Personal sites, our blogs, these were once our playgrounds. My own site was the first place I added rollover images, CSS for fonts, tried out a “table free” design. I wrote about the web, surrounded by my own experiments with the web. We all did, and it was only in reading those words from 1999 that I realised there was more to owning your own content than simply not publishing your words elsewhere.

Rachel Andrew

My first blog was called Cochon d’Vol, butchered French for the Flying Pig. It was on a blogging system I built in PHP called Blog Wizard. I put a lot of work into that blogging system. Even had a logo. Never intended to release it. But it was mine. And the site went through a redesign every few months. Because that’s what we did back then.

That was a lot of work. Sites like MySpace were much easier for publishing content. And MySpace, unlike its predecessors, allowed for custom CSS to be injected by users, making each MySpace profile an experience. Usually a gaudy experience with animated backgrounds and poorly chosen colors.
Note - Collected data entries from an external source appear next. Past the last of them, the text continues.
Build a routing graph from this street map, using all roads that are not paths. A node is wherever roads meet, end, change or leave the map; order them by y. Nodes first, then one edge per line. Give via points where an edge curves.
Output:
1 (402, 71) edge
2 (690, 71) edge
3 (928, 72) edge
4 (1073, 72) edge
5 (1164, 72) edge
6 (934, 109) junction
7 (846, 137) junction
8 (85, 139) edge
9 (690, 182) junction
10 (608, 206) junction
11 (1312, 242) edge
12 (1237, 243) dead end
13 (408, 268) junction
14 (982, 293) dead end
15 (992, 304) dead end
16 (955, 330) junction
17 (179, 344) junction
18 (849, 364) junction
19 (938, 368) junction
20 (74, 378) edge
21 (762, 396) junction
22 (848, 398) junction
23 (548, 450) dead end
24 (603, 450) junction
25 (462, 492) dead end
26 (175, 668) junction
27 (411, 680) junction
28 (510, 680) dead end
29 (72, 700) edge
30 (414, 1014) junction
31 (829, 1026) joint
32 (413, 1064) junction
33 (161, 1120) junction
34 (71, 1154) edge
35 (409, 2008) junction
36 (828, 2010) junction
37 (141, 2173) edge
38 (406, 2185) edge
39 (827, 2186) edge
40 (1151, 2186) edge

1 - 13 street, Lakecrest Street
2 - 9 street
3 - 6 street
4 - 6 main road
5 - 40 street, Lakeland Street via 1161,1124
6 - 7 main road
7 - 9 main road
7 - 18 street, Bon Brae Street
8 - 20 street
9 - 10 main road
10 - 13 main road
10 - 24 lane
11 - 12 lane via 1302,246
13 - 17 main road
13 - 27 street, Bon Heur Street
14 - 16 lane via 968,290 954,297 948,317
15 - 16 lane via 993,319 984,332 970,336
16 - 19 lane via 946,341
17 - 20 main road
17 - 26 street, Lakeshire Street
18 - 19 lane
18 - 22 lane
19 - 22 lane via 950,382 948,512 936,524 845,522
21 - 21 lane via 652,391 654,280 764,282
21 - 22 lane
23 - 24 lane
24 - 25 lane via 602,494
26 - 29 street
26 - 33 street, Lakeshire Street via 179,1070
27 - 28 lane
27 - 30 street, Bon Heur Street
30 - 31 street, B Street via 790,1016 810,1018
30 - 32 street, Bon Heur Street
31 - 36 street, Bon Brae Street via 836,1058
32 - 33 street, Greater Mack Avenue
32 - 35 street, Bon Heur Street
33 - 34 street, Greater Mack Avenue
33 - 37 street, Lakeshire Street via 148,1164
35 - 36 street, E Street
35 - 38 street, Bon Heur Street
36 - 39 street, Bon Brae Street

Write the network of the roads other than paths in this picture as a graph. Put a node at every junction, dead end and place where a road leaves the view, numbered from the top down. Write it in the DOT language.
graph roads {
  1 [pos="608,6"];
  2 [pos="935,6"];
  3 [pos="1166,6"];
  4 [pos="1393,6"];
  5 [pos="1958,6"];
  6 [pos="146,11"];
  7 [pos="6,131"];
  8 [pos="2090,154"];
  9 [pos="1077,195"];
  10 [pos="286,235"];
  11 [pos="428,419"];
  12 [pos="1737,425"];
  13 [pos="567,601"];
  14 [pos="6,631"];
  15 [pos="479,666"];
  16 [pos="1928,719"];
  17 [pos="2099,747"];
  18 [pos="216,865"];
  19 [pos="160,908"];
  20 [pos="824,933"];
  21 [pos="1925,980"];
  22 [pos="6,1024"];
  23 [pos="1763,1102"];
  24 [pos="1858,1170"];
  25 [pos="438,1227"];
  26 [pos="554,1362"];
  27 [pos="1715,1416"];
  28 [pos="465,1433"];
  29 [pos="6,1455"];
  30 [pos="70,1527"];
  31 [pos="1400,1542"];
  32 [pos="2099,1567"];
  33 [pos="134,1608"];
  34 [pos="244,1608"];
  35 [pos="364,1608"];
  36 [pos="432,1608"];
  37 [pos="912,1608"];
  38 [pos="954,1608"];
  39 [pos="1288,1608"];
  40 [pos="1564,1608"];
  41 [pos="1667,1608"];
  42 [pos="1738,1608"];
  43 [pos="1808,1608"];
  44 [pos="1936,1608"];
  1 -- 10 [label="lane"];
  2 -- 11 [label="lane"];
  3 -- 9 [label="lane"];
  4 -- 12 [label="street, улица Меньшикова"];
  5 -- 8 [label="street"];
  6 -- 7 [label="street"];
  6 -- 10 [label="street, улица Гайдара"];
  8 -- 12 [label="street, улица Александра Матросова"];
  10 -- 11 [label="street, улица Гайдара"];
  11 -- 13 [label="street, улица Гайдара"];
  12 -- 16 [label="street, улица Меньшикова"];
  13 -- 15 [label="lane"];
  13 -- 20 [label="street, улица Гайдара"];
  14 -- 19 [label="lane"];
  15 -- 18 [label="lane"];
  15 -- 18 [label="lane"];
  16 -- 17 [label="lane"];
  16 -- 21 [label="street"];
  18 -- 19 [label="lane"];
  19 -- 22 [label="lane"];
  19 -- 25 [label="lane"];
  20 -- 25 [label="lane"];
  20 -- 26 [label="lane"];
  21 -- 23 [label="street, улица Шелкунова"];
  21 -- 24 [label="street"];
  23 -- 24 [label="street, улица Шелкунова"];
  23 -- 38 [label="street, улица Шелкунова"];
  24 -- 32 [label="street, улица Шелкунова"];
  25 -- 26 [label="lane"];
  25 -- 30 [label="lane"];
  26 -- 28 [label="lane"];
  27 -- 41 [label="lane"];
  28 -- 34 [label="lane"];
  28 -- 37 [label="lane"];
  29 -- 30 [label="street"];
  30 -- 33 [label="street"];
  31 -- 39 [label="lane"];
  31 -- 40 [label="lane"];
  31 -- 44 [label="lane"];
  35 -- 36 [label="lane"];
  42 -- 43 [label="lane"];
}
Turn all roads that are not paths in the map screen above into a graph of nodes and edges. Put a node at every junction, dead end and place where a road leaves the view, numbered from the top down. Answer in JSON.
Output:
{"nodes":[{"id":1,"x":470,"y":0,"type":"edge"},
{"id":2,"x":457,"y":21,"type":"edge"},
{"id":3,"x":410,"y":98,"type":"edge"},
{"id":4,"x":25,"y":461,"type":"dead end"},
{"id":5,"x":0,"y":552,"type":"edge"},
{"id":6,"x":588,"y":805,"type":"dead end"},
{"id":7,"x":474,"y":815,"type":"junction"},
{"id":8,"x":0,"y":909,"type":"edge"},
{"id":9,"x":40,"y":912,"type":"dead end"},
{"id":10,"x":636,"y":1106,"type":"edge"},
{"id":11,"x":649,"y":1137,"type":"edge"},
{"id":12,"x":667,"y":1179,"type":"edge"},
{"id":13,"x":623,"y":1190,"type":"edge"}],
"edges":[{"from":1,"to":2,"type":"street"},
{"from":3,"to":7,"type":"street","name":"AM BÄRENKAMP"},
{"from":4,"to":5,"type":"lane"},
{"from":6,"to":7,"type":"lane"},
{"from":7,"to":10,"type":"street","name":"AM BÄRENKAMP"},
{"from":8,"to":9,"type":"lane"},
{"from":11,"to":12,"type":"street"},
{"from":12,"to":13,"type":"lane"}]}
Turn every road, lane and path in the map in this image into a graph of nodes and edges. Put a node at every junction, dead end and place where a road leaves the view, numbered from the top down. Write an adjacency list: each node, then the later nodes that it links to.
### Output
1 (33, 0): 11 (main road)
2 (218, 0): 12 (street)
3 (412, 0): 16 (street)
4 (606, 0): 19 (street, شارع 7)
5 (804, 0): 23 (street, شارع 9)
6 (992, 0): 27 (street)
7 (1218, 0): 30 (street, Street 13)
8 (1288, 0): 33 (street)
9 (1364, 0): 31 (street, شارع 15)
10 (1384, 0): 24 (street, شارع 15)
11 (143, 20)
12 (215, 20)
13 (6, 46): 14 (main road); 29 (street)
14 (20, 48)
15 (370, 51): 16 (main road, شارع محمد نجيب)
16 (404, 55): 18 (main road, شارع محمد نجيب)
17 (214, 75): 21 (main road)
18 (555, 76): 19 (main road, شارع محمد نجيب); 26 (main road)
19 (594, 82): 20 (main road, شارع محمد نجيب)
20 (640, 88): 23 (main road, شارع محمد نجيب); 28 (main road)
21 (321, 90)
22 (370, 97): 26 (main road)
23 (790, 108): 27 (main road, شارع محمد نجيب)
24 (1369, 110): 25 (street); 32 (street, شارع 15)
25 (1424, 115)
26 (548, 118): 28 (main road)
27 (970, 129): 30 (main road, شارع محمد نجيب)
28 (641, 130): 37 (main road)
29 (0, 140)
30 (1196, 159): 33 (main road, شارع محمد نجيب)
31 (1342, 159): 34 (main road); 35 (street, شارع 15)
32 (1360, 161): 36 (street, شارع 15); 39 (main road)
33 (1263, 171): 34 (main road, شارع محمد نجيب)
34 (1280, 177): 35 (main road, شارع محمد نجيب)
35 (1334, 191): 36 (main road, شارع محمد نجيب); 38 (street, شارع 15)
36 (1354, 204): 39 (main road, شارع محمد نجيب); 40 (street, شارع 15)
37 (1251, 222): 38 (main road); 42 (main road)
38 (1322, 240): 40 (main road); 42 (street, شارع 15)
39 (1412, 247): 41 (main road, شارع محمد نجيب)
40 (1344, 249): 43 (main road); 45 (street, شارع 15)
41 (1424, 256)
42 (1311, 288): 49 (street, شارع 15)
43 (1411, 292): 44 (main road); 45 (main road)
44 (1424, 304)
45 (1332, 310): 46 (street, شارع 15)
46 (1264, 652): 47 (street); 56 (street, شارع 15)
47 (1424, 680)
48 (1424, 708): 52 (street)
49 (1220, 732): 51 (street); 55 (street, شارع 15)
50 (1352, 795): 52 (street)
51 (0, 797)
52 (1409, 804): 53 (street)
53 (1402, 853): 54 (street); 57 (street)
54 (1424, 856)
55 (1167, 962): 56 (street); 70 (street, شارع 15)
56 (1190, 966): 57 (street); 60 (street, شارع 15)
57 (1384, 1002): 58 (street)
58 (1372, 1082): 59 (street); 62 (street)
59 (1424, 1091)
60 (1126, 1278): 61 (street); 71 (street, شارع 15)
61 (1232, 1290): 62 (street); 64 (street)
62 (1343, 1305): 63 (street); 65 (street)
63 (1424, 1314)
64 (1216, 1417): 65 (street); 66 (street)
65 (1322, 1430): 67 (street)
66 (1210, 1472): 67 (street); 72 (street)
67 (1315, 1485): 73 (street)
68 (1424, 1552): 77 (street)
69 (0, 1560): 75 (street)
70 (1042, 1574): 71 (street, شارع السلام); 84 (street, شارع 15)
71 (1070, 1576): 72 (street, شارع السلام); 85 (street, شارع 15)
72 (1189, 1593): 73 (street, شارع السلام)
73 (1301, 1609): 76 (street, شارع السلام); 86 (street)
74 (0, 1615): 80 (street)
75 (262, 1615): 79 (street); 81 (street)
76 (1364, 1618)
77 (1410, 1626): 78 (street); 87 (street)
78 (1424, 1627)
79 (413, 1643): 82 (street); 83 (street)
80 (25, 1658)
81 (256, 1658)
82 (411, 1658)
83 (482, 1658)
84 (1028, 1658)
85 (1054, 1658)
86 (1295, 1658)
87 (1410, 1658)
And then came Facebook. More refined, less targetted at children. Just publishing.

We lost sight of the importance of our own domains. Photos went up to Instagram. Every thought that came to mind went up to Twitter. But our oasis, our experimental island, was lost. Over the last year or two many of my favorite writers in web development have returned to their blogs. I have done my best to do the same. The temptation of tweeting is hard. Look at President-Elect Trump. Finding a happy medium— a pattern of what goes to those centralized networks and what goes to my own site— takes time and intentionality.

But here I can play. A refresh of this site will be coming soon, something I started working towards right after New Years. After a tumultuous 2016, I finally updated Ghost to the latest and greatest version, gaining a lot of functionality that I hadn’t had before and started planning around an updated look. Let’s return to writing refined, thoughtful articles instead of spontaneous, haphazard thoughts. Let’s return to our playgrounds.